The entire process and its timeline will greatly differ based on the state where it is taking place. But, generally, the process requires going through the following steps once the documents have been collected.
Filing Petition to Start with the Probate Process
Once all the documents are in place, you will have to file a petition for the process in the state where the decedent resided at the time of his or her death. Here, it is necessary that the paperwork officially acknowledges you to serve as the legal estate executor.
Additionally, you will have to file in a valid estate plan or will, if there’s one along with the death certificate. Once all these steps are completed, the court schedules a hearing for approving the executor and also for haring the objections of the concerned parties.
The case will open as soon as you are approved as the estate executor by the court of law. Now, you will have the legal authority to serve on behalf of the decedent’s estate.
Giving Notice to the Beneficiaries and the Heirs
Next, you will have to inform the heirs, beneficiaries, and creditors about the estate being in probate by sending them a mail. You can even publish the same notice in a newspaper.
What after all the concerned parties have been informed? It is time to collect, inventory, and duly appraise all the assets subject to the process and present the same in the court of law. This requires collecting all documents like bank accounts, bonds, stocks, retirement accounts, real estate, and even personal effects like precious art collections.
Handling Debts and Bills
As an executor, you will have to collect cash owed to the decedent’s estate, like outstanding rents and paychecks. You will also have to review all outstanding debts and bills to decide whether they must be settled.
Make sure to go through all the documents because this will help you understand how the bills should be paid if at all they need to be paid. This requires going through bank accounts, emails, and checkbooks for gathering information.
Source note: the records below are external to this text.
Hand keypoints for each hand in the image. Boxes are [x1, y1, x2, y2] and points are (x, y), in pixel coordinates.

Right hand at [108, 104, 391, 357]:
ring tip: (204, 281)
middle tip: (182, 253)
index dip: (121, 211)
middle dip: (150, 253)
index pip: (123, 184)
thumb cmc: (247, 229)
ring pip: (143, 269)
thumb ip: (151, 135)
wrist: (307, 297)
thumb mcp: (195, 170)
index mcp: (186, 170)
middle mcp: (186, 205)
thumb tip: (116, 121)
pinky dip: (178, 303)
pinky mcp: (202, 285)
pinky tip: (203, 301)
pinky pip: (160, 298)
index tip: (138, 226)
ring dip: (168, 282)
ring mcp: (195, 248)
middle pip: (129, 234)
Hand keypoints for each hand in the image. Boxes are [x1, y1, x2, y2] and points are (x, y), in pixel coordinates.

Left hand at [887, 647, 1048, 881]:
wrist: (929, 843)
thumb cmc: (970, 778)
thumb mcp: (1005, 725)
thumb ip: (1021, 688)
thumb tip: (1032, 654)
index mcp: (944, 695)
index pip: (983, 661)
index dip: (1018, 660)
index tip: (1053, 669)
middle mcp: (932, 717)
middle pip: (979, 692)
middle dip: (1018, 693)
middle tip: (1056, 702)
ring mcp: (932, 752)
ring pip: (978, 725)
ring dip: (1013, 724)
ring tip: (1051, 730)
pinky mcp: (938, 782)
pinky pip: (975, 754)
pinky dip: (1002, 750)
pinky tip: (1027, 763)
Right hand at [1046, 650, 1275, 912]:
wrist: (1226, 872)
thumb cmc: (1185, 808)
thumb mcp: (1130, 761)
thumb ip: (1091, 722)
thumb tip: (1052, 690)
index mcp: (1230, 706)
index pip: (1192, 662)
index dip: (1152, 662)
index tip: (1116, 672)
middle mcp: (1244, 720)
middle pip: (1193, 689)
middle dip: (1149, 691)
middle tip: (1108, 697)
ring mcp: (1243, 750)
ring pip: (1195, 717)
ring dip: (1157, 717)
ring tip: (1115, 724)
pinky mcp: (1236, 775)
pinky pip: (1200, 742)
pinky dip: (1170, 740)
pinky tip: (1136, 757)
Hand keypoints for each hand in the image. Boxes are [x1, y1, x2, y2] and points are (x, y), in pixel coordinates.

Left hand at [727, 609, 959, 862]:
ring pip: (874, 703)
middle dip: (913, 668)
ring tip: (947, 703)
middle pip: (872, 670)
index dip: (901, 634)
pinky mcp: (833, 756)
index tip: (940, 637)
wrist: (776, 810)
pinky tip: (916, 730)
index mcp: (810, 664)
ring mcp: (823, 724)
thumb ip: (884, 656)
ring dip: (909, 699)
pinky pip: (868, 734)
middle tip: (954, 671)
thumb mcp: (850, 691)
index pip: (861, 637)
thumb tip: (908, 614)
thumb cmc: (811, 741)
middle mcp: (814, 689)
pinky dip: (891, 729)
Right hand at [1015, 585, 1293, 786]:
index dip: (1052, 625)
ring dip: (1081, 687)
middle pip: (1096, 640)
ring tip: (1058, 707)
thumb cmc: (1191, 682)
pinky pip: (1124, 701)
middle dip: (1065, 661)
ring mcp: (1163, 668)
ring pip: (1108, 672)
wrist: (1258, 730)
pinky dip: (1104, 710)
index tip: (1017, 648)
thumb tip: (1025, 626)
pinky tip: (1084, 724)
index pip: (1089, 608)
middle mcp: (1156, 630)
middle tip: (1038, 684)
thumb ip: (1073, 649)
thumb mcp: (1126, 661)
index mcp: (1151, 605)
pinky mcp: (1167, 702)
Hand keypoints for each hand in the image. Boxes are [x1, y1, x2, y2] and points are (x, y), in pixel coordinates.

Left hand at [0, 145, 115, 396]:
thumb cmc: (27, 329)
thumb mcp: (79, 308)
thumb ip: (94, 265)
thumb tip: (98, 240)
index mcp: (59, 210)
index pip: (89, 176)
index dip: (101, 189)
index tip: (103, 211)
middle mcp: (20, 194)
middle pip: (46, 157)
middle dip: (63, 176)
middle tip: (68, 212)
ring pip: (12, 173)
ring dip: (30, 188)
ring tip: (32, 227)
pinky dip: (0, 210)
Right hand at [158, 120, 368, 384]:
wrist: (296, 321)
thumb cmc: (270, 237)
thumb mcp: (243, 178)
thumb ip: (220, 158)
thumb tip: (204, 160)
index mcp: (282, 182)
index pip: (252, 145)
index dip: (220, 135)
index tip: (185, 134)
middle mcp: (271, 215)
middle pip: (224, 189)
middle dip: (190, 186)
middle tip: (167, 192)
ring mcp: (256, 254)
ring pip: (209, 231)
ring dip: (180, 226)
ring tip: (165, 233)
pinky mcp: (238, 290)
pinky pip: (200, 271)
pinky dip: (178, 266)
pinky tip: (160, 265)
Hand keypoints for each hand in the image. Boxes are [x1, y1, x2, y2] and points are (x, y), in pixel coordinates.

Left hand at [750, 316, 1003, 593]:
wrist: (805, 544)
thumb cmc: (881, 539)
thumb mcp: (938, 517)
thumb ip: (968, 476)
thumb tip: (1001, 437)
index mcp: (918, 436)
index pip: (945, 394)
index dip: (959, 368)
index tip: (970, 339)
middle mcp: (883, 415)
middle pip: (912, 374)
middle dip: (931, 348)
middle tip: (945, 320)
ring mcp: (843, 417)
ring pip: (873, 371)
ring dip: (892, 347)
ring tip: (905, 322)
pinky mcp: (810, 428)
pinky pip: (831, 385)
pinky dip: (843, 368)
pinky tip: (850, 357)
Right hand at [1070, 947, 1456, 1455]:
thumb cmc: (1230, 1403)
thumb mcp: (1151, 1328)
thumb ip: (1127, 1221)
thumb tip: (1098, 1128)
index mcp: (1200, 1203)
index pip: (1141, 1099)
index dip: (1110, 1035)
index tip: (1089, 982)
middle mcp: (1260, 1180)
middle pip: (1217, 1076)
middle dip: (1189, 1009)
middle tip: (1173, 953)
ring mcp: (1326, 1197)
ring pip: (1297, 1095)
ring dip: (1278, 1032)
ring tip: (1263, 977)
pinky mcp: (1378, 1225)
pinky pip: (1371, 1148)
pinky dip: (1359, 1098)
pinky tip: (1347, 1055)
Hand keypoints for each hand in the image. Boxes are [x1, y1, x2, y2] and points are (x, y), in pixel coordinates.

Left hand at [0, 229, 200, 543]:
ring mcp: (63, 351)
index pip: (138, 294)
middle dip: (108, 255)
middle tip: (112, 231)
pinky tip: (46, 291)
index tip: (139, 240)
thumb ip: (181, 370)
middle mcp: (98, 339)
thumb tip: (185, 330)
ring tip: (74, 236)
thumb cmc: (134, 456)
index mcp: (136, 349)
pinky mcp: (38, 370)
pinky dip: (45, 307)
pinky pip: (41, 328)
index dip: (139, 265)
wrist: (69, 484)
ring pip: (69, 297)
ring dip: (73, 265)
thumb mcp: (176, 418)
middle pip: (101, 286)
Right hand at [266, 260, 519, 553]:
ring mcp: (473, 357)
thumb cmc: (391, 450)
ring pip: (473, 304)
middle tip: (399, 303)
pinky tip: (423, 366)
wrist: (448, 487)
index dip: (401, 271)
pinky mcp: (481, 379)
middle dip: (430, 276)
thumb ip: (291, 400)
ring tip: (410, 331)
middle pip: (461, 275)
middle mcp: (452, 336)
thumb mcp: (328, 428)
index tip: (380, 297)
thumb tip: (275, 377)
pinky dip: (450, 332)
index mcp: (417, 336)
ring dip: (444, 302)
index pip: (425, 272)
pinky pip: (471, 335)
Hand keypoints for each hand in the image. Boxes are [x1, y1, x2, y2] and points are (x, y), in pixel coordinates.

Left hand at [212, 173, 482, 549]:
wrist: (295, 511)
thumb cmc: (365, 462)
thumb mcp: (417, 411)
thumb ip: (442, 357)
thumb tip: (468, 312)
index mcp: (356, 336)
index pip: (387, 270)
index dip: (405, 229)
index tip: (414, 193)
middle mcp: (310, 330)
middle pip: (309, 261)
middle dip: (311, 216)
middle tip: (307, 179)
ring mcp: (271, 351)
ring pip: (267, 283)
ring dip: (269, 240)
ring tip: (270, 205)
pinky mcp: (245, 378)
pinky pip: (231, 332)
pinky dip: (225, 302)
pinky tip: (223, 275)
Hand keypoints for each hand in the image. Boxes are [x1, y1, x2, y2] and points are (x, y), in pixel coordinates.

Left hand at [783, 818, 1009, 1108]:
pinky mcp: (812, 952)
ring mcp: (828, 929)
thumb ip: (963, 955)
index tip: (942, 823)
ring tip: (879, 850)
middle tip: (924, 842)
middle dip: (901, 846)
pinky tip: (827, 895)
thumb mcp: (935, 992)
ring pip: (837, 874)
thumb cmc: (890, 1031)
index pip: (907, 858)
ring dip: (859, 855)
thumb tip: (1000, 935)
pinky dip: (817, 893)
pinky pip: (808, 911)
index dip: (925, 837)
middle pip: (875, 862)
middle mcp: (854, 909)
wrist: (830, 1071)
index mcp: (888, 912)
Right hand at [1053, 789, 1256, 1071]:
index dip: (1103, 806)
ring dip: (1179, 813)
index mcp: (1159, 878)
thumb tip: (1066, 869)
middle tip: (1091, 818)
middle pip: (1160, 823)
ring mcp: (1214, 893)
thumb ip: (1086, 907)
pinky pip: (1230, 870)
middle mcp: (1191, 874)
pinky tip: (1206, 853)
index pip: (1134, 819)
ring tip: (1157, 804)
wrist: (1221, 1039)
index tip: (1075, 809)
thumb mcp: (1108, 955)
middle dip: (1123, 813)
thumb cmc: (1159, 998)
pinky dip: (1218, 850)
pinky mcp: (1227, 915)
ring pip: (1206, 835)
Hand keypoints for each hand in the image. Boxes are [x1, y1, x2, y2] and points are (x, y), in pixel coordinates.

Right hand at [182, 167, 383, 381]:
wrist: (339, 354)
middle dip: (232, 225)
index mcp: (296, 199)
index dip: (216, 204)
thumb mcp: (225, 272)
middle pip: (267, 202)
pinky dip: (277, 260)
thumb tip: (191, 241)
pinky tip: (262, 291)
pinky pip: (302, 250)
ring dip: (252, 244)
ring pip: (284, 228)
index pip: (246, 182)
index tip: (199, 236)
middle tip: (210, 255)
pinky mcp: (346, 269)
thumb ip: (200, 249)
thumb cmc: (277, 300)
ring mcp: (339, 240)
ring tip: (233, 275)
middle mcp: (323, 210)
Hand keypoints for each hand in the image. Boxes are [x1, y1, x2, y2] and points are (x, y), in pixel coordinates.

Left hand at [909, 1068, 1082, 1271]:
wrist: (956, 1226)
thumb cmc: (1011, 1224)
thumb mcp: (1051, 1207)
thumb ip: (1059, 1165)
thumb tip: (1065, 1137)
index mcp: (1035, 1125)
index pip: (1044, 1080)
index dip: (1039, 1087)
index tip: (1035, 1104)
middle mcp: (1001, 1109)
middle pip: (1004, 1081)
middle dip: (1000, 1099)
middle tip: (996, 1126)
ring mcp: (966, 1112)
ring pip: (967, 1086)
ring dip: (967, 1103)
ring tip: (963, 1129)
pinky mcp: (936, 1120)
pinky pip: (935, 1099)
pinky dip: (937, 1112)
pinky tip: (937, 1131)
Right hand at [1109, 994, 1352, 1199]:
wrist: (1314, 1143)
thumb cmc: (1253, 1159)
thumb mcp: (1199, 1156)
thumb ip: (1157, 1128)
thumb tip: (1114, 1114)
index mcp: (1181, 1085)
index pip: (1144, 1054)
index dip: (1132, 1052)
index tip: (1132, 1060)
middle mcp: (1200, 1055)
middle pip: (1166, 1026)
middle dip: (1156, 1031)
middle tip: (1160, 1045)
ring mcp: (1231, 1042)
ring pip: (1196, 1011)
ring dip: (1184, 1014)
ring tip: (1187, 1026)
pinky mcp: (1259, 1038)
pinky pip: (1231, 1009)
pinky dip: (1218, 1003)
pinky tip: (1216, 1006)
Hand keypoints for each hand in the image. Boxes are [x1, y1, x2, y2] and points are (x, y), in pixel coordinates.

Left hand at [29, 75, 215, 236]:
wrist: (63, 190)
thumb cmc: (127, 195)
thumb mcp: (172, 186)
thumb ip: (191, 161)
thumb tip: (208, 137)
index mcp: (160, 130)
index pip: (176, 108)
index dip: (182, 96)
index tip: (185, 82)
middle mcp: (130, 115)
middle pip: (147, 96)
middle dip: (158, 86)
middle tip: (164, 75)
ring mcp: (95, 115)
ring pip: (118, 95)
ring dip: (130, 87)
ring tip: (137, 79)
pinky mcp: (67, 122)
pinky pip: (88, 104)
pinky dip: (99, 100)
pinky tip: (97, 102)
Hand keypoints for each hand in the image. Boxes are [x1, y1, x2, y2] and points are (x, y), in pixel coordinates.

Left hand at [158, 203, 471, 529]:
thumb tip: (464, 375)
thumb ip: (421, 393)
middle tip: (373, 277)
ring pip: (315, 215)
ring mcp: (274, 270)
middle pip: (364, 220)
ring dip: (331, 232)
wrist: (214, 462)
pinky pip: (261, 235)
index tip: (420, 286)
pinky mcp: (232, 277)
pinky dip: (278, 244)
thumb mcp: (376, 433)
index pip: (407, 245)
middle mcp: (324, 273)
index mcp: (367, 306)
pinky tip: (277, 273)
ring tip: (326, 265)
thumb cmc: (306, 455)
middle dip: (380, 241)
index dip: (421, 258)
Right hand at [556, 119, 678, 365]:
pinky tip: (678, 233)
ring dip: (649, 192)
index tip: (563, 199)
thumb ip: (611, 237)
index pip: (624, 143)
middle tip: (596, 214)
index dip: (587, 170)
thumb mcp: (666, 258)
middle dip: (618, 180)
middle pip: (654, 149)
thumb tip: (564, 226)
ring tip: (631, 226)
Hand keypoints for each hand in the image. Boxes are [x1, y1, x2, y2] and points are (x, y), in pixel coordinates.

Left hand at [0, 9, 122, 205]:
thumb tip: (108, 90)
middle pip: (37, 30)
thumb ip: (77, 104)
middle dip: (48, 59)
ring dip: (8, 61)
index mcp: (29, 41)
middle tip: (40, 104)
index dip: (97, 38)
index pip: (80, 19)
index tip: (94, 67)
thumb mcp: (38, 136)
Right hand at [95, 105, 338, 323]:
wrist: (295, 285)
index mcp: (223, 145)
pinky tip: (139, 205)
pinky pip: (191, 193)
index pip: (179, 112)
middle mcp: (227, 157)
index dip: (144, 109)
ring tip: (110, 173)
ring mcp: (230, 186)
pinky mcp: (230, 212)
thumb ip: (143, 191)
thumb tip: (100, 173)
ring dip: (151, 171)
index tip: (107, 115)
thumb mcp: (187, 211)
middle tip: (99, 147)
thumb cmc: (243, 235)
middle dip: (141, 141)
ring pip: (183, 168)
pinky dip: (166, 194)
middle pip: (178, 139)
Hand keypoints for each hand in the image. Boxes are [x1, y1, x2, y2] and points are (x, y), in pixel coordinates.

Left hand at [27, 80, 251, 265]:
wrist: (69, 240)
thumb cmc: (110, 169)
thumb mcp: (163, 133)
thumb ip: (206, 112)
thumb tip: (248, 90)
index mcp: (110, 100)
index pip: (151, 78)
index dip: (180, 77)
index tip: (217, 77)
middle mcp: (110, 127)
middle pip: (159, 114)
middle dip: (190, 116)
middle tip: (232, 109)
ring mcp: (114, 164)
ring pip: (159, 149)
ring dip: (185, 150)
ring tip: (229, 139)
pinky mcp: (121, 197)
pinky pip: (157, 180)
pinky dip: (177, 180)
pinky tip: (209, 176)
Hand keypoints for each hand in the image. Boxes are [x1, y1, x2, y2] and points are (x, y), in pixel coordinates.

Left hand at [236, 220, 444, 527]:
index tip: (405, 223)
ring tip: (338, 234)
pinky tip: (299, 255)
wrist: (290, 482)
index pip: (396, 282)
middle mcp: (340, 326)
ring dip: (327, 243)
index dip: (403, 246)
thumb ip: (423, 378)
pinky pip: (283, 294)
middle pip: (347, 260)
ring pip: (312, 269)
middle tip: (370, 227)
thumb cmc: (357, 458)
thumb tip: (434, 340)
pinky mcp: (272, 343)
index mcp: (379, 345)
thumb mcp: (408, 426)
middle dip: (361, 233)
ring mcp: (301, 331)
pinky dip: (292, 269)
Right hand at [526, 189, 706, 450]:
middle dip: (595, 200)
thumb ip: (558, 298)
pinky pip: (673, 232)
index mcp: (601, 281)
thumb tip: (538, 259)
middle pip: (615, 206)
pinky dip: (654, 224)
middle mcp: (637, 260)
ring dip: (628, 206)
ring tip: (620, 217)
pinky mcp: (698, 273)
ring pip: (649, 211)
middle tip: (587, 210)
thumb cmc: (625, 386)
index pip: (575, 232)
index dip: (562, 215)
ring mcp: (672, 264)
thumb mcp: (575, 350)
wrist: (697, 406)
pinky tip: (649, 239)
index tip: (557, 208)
The executor must also make sure that the assets of the estate can cover up all the debts. In case the assets are not sufficient for paying off the debts, the state will be prioritizing the claims of the creditors.
The executor should pay off all the applicable taxes and even file the final income tax return on the deceased’s estate. It works to come up with an estate account for paying off the final expenses and bills of the deceased’s estate.
It is not easy to collect all the documents needed for the probate procedure. As an executor, you will have to take up several responsibilities. So, it is always a good idea to consider the services of an attorney here.